La Croix, Oeuvres posthumes de Philippe Jaccottet, un surplus de lumière, par Stéphane Bataillon

 La Croix, Oeuvres posthumes de Philippe Jaccottet, un surplus de lumière, par Stéphane Bataillon
18 mars 2021

La voix profonde de Philippe Jaccottet, disparu le 24 février, résonne dans trois livres tout juste posthumes, voulus par le poète.

Ses poèmes sont toujours là. Disponibles lorsque l’espace se rétrécit, que l’oxygène se raréfie, que le ciel s’assombrit à la tombée du jour sans que l’on puisse profiter de la chaleur changeante, derrière notre fenêtre où isolé par l’écran. Lui nous a quittés le 24 février dernier. Alors, lorsque trois ouvrages prévus mais, de fait, posthumes, paraissent au cœur du deuil, ouvrir les pages en silence, avec une joie d’après larmes, et retrouver trois facettes de son écriture : les notes sur l’art, les poèmes et la prose poétique.

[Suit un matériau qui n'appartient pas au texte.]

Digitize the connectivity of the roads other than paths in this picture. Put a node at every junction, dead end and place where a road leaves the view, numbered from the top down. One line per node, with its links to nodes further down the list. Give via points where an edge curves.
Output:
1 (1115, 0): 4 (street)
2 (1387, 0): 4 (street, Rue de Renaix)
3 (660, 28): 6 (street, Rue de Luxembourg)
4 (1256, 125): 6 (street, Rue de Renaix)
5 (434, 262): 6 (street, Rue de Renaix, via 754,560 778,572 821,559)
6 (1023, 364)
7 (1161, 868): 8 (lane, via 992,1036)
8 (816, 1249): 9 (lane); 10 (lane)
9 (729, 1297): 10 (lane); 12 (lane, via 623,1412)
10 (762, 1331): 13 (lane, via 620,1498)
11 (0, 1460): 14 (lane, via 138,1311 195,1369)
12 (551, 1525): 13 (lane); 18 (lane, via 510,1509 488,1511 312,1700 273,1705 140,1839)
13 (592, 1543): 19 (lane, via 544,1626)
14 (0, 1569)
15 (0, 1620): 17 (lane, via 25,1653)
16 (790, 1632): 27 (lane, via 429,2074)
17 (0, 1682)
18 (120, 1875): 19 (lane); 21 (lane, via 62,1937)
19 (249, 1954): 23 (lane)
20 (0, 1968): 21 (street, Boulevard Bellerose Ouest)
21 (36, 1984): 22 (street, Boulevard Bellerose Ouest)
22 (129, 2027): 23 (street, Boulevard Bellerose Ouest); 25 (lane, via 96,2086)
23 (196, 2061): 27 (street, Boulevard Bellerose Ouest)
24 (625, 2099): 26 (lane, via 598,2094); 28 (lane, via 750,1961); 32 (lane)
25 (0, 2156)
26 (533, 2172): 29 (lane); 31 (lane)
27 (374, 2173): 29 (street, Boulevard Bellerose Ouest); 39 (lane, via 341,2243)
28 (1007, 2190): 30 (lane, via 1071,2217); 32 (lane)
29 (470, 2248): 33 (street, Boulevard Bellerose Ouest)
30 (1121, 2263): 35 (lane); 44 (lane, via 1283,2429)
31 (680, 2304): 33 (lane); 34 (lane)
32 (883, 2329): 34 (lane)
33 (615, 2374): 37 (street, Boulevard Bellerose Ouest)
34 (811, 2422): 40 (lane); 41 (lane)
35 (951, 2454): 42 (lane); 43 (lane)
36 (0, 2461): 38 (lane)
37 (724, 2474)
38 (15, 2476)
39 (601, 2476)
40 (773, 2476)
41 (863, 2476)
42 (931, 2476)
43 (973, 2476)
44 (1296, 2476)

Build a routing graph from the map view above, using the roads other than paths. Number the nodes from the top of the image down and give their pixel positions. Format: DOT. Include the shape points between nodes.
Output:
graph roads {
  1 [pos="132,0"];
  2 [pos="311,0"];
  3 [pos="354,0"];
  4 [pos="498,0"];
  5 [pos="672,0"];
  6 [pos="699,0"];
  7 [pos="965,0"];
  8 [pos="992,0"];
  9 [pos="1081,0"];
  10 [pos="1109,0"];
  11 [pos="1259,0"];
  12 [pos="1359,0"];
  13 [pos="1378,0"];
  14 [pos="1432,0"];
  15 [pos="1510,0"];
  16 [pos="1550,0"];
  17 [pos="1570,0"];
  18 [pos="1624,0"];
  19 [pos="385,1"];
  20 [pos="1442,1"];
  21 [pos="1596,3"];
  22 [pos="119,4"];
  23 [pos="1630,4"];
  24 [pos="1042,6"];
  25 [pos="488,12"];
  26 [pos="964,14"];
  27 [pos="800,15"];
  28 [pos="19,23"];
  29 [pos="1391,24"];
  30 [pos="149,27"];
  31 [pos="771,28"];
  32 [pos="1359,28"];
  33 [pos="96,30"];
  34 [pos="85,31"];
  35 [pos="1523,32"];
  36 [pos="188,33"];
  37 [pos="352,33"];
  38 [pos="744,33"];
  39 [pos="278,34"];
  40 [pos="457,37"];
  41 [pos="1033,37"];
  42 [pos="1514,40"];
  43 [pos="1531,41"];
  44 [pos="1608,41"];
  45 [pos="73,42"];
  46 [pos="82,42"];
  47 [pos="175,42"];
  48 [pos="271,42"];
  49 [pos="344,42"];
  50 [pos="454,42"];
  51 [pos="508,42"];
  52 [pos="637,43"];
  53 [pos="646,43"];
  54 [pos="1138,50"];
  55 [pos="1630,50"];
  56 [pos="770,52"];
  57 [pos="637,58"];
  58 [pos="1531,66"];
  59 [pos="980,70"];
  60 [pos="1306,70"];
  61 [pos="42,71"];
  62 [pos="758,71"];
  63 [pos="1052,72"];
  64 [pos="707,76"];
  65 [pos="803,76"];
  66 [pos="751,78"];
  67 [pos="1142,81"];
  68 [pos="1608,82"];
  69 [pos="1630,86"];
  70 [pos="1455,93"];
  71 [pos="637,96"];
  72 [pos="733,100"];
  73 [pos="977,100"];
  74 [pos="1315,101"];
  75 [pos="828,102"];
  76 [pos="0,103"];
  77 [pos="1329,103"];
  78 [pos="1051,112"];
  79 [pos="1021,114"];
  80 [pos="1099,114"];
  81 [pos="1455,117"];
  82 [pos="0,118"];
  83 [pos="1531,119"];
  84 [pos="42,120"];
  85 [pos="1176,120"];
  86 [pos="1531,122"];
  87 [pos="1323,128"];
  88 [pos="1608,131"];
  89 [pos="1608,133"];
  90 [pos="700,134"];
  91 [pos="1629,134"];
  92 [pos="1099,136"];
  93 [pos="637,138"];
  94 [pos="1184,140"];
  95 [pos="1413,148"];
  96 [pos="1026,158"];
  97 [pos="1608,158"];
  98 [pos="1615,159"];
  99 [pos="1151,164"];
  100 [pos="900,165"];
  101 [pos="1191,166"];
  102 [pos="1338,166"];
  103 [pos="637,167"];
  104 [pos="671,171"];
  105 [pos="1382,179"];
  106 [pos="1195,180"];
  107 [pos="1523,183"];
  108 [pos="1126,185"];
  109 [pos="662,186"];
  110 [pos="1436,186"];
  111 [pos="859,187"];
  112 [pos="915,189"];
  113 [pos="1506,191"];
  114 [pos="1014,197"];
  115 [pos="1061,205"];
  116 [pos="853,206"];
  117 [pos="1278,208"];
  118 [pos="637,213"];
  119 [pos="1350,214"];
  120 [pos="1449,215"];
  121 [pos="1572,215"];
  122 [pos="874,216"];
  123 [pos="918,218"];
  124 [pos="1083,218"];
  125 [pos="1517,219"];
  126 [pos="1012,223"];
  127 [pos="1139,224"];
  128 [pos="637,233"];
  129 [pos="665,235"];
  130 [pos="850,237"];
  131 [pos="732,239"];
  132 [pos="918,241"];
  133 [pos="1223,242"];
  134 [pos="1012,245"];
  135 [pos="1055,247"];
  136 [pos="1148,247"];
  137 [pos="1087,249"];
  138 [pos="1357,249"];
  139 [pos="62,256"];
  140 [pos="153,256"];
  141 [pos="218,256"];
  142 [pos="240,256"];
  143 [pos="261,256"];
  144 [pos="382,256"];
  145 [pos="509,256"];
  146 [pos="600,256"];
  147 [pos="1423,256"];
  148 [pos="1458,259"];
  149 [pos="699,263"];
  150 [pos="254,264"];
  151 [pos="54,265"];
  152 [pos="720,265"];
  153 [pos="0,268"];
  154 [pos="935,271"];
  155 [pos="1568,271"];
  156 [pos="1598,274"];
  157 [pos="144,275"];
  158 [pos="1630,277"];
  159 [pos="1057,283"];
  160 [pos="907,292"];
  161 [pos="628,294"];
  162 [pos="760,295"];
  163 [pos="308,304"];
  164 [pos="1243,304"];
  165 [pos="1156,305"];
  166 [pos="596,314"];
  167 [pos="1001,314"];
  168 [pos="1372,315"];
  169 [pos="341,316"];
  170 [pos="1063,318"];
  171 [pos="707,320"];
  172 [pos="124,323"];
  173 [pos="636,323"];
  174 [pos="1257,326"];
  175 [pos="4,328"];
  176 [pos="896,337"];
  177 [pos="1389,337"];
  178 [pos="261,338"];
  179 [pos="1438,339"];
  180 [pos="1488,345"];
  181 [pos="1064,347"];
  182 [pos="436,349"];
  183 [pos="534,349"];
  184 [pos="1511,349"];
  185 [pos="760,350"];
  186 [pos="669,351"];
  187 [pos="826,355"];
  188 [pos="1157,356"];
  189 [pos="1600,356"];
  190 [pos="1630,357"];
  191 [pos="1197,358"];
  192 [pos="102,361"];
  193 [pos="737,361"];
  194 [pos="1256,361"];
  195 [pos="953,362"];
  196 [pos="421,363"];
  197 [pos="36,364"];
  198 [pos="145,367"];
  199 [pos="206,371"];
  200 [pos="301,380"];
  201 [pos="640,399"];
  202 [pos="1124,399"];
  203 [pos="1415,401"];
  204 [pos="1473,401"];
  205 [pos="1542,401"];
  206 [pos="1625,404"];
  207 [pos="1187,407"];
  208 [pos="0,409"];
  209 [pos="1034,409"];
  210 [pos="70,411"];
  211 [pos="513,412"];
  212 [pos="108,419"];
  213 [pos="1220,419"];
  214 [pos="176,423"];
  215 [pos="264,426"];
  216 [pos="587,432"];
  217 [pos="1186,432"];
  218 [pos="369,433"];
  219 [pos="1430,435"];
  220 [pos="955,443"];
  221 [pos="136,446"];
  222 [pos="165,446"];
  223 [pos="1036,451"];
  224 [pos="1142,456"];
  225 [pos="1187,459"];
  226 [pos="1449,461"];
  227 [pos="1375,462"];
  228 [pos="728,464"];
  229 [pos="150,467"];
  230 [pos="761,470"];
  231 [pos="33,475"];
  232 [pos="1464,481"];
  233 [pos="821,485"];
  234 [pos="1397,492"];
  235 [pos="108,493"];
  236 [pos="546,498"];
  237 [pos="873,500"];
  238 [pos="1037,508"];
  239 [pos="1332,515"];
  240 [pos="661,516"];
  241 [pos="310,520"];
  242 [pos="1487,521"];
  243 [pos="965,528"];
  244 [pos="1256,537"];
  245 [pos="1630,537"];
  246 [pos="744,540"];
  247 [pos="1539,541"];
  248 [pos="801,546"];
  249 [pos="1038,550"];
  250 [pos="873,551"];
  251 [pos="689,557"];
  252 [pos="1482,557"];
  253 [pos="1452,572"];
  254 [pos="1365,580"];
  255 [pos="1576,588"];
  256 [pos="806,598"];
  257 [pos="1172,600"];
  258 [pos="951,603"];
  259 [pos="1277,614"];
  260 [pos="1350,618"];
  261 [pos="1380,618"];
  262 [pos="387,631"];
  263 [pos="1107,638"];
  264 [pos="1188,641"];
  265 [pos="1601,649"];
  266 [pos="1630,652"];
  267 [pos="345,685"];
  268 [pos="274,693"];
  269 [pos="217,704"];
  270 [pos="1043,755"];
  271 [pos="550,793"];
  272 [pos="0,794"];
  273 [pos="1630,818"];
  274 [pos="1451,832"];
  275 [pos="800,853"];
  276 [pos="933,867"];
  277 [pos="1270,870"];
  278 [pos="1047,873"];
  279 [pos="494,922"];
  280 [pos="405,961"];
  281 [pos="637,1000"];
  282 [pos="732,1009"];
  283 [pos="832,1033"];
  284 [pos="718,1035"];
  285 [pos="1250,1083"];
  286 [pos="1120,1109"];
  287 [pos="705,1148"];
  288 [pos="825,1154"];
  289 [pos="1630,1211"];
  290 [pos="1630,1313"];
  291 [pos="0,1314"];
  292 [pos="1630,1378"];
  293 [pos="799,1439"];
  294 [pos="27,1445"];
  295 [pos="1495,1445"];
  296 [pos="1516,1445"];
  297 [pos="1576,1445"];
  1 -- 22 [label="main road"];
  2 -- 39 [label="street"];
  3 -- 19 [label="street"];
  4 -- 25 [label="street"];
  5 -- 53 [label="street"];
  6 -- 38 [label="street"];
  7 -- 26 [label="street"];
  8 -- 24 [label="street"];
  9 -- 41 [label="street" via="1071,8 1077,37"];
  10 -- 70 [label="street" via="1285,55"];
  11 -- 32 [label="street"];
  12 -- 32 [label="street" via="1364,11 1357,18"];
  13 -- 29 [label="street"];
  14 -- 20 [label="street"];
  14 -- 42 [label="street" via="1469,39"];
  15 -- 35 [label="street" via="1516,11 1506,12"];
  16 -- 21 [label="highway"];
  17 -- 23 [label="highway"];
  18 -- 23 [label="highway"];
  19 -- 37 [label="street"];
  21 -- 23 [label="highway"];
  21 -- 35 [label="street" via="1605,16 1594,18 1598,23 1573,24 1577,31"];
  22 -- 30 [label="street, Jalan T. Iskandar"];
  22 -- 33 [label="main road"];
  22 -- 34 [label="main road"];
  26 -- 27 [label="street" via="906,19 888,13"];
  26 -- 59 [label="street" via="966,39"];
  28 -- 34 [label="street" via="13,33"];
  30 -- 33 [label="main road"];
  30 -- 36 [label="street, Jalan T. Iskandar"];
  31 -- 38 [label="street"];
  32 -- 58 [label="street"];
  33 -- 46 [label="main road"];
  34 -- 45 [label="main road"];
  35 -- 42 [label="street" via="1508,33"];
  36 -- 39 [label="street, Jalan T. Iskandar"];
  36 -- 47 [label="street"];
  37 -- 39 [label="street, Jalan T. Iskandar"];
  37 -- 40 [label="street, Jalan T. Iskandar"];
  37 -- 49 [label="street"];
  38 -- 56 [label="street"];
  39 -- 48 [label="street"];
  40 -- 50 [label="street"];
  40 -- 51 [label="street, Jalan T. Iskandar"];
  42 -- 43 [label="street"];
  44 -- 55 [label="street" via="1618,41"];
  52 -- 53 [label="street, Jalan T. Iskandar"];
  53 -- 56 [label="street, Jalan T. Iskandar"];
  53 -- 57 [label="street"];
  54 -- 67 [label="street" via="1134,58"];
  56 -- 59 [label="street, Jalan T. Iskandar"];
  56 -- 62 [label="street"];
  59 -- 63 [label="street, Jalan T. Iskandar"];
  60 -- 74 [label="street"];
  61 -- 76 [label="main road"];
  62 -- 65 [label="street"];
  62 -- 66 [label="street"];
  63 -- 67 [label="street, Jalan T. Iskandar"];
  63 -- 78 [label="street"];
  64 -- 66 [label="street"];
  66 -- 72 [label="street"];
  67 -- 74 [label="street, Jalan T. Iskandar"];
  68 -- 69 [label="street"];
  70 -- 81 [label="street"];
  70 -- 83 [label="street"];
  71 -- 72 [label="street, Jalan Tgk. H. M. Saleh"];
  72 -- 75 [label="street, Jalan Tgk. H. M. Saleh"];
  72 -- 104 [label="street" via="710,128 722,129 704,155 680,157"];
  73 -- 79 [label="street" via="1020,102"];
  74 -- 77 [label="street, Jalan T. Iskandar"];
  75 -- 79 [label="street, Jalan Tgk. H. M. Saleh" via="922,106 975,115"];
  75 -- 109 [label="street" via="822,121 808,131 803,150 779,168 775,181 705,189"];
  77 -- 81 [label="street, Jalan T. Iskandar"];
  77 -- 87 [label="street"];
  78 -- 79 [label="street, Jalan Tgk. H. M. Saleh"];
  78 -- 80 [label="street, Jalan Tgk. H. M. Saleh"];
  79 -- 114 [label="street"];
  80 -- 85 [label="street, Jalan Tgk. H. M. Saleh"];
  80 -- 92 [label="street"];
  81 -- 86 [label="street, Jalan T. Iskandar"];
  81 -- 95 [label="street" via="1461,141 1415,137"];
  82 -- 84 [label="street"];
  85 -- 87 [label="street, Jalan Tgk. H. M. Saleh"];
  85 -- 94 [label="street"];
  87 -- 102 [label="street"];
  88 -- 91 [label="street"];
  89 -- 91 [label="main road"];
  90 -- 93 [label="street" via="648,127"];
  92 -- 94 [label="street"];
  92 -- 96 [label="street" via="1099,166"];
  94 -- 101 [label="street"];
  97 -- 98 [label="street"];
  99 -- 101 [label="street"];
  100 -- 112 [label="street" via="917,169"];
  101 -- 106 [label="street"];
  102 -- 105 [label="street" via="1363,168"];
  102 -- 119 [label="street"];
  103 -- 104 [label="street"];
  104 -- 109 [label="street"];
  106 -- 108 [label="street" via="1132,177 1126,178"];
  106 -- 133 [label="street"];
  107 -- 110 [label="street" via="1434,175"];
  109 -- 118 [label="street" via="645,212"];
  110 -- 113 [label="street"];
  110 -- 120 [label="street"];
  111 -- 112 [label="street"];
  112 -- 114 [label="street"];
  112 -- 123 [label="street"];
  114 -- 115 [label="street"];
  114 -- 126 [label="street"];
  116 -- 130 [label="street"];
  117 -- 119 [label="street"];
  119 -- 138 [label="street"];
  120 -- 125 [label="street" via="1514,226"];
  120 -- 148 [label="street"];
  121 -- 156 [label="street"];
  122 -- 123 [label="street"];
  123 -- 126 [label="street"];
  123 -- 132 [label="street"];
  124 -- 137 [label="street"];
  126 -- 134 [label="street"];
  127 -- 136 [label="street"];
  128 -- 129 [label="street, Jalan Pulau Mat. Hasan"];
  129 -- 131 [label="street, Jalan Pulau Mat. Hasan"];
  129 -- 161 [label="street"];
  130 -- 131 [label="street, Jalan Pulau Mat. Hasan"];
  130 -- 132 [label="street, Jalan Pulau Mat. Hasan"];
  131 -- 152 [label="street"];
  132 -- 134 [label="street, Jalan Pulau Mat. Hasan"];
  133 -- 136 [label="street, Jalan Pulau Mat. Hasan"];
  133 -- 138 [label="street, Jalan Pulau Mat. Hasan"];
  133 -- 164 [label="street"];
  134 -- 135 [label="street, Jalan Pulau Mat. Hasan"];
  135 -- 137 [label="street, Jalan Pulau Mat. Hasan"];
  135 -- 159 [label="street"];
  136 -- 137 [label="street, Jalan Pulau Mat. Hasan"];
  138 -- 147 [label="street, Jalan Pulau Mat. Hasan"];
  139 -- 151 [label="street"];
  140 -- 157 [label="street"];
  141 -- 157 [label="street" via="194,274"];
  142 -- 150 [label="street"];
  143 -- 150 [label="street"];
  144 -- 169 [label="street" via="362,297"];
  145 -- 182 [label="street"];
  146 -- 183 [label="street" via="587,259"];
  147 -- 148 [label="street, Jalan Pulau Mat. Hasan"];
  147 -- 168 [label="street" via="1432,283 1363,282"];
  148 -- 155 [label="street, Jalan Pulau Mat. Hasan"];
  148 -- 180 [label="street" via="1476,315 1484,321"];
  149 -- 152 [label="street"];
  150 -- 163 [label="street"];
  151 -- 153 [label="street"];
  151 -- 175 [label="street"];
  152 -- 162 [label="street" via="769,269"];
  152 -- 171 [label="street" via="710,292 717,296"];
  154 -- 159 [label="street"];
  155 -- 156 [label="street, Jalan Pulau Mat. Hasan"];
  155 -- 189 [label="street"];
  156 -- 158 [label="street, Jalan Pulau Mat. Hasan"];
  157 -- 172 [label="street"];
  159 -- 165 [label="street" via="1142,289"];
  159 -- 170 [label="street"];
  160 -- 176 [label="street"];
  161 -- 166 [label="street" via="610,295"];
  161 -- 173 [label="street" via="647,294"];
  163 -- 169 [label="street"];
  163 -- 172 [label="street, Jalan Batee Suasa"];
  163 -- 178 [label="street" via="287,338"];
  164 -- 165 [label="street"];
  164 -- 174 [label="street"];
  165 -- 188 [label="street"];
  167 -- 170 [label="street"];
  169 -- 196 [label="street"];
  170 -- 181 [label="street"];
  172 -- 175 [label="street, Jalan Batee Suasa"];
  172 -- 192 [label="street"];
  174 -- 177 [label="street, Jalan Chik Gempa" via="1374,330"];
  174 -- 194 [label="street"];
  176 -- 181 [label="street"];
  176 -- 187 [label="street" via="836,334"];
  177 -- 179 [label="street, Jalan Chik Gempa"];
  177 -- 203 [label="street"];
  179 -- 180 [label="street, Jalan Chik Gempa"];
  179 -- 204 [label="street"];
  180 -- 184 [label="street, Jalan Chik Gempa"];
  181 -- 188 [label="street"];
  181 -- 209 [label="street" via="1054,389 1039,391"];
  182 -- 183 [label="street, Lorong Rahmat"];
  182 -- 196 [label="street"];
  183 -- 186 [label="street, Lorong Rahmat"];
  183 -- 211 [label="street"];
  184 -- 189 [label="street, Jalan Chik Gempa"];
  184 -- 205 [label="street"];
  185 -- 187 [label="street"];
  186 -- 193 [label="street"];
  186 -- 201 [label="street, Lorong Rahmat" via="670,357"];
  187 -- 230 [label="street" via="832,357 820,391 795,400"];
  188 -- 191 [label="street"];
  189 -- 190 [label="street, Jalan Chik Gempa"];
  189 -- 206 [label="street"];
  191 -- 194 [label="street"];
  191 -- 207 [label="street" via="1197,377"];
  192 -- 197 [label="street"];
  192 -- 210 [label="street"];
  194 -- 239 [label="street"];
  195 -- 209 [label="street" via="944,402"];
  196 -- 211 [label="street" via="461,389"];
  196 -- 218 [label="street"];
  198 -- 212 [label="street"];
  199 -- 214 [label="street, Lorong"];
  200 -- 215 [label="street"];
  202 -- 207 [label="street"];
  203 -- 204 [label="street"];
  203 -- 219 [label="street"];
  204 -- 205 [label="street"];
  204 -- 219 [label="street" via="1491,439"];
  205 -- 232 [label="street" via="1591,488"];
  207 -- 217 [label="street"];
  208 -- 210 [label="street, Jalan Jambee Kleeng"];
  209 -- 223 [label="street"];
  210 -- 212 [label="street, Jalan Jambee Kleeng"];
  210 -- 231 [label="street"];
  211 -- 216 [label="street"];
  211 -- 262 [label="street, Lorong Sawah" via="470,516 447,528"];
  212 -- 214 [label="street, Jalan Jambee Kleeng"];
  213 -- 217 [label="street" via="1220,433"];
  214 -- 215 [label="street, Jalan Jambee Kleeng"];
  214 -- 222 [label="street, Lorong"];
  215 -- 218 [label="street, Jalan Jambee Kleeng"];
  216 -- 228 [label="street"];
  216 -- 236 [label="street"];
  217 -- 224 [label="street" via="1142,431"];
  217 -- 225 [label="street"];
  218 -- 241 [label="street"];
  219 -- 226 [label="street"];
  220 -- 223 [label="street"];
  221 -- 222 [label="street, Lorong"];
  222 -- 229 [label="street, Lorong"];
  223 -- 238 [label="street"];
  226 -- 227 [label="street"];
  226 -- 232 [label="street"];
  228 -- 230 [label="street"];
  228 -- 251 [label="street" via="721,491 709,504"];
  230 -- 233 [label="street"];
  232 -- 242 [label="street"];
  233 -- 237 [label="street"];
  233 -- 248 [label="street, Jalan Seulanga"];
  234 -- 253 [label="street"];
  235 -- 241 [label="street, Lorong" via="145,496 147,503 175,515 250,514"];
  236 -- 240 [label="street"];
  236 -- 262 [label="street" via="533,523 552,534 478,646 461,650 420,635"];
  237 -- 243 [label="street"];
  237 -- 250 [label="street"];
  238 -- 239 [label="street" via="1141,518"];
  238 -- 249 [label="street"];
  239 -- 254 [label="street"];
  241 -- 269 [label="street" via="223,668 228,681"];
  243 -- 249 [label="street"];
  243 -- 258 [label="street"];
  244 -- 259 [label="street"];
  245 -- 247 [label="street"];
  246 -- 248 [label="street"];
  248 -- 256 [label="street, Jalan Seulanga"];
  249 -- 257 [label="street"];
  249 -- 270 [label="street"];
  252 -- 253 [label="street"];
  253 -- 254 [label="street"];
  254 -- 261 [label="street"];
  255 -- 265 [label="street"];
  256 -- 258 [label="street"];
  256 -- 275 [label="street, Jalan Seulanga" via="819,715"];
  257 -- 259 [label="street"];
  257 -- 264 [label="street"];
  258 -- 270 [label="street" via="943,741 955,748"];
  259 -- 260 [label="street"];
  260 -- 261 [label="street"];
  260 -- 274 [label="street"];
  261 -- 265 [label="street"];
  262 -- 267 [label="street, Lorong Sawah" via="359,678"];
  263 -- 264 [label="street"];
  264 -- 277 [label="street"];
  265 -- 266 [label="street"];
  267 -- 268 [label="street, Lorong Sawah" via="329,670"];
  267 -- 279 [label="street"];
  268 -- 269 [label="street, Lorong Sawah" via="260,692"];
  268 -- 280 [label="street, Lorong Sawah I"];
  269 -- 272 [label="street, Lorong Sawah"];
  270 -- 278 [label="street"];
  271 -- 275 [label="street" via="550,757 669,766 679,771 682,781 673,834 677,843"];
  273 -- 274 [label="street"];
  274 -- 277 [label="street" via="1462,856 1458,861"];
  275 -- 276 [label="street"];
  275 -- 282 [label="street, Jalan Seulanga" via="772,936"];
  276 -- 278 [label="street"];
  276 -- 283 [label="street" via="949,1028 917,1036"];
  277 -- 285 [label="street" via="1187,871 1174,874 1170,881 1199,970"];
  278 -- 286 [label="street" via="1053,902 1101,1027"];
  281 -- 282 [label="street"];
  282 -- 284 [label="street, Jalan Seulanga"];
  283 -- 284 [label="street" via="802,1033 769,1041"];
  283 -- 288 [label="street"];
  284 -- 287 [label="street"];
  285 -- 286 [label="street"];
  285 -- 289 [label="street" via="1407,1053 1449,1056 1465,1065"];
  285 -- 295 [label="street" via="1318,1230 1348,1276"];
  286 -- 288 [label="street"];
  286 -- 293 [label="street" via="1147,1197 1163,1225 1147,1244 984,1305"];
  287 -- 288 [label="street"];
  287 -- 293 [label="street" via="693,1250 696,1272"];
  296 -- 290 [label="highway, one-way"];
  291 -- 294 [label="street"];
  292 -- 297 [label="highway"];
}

Dans Bonjour, Monsieur Courbet, l’auteur nous entraîne dans un parcours à travers une quarantaine d’œuvres d’artistes admirés, de Piero della Francesca à Morandi, très souvent proches, comme Giacometti, son cousin par alliance, ou son ami Gérard de Palézieux. Servis par de belles reproductions, ces textes écrits pour « simplement aider à voir » mêlent les influences du poète aux couleurs des tableaux, de Hölderlin au Japon, rapportant ses souvenirs, allant jusqu’à l’intime. Présentant une aquarelle de sa femme, la peintre Anne-Marie Jaccottet, il constate, amoureux, « l’un et l’autre, nous avons très tôt eu la certitude que nous ferions ce que l’un et l’autre nous avons fait, tant bien que mal, chacun dans son domaine ; et sans nous poser à ce sujet beaucoup de questions. […] Don […] de manier l’une des formes et des couleurs, l’autre des mots. »

L’ombre nécessaire à un trop radieux soleil

Des mots en majesté avec Le Dernier Livre de Madrigaux, dans lequel Jaccottet reprend une ancienne forme poétique courte, galante et spirituelle, venue d’Italie, pour chanter sous l’égide de Dante un émerveillement inquiet qu’il nous invite à partager dans un banquet final et mystérieux. « Abeilles, accourez broder de braise ces robes / ou ces paupières, ou ces lèvres, ou ce cou, // puis, moins brûlantes mais non moins dorées, / éparpillez-vous sur toute la soie de la nuit. »

Le tintement de la cloche des vêpres

La Clarté de Notre-Dame recèle peut-être les paroles les plus cristallines. Ce très court livre relate une promenade de mars 2011 aux abords du couvent situé non loin de Grignan, où il s’était installé depuis 1953. Le tintement de la cloche pour les vêpres lui fait faire retour sur le poème de ses vingt ans, Requiem, sur les montagnes vaudoises de son enfance, sur son éloignement respectueux de la religion et son attachement profond aux lieux sacrés.

Une émotion avec « si peu de bruits » qu’il faut la garder vivante « comme un oiseau dans la paume de la main ». Un tintement clair et tendre, propre à calmer les doutes, l’angoisse obsédante de la mort. Il se saisit du contraste entre sa « longue vie incroyablement abrité » et les horreurs du temps. Des maquisards assassinés du Vercors d’hier aux torturés en Syrie. Toujours la question de la fin, de l’impuissance. À part celle de recueillir les signes infimes du monde pour faire rempart, d’un poème, aux cris.

À la tombée du jour, Jaccottet livre son haïku préféré. « Les voyageurs / demandant si la nuit est froide / avec des voix endormies. » Il achève la traversée avec cette forme japonaise condensée, si proche de sa poésie, espoir frémissant d’une parole à venir avec la conscience de la finitude incluse dans la contemplation même. D’un tableau de maître, d’une hirondelle familière, ou d’une « petite cloche grêle qui tintait sous la neige » pour annoncer l’arrivée au portail d’un jardin.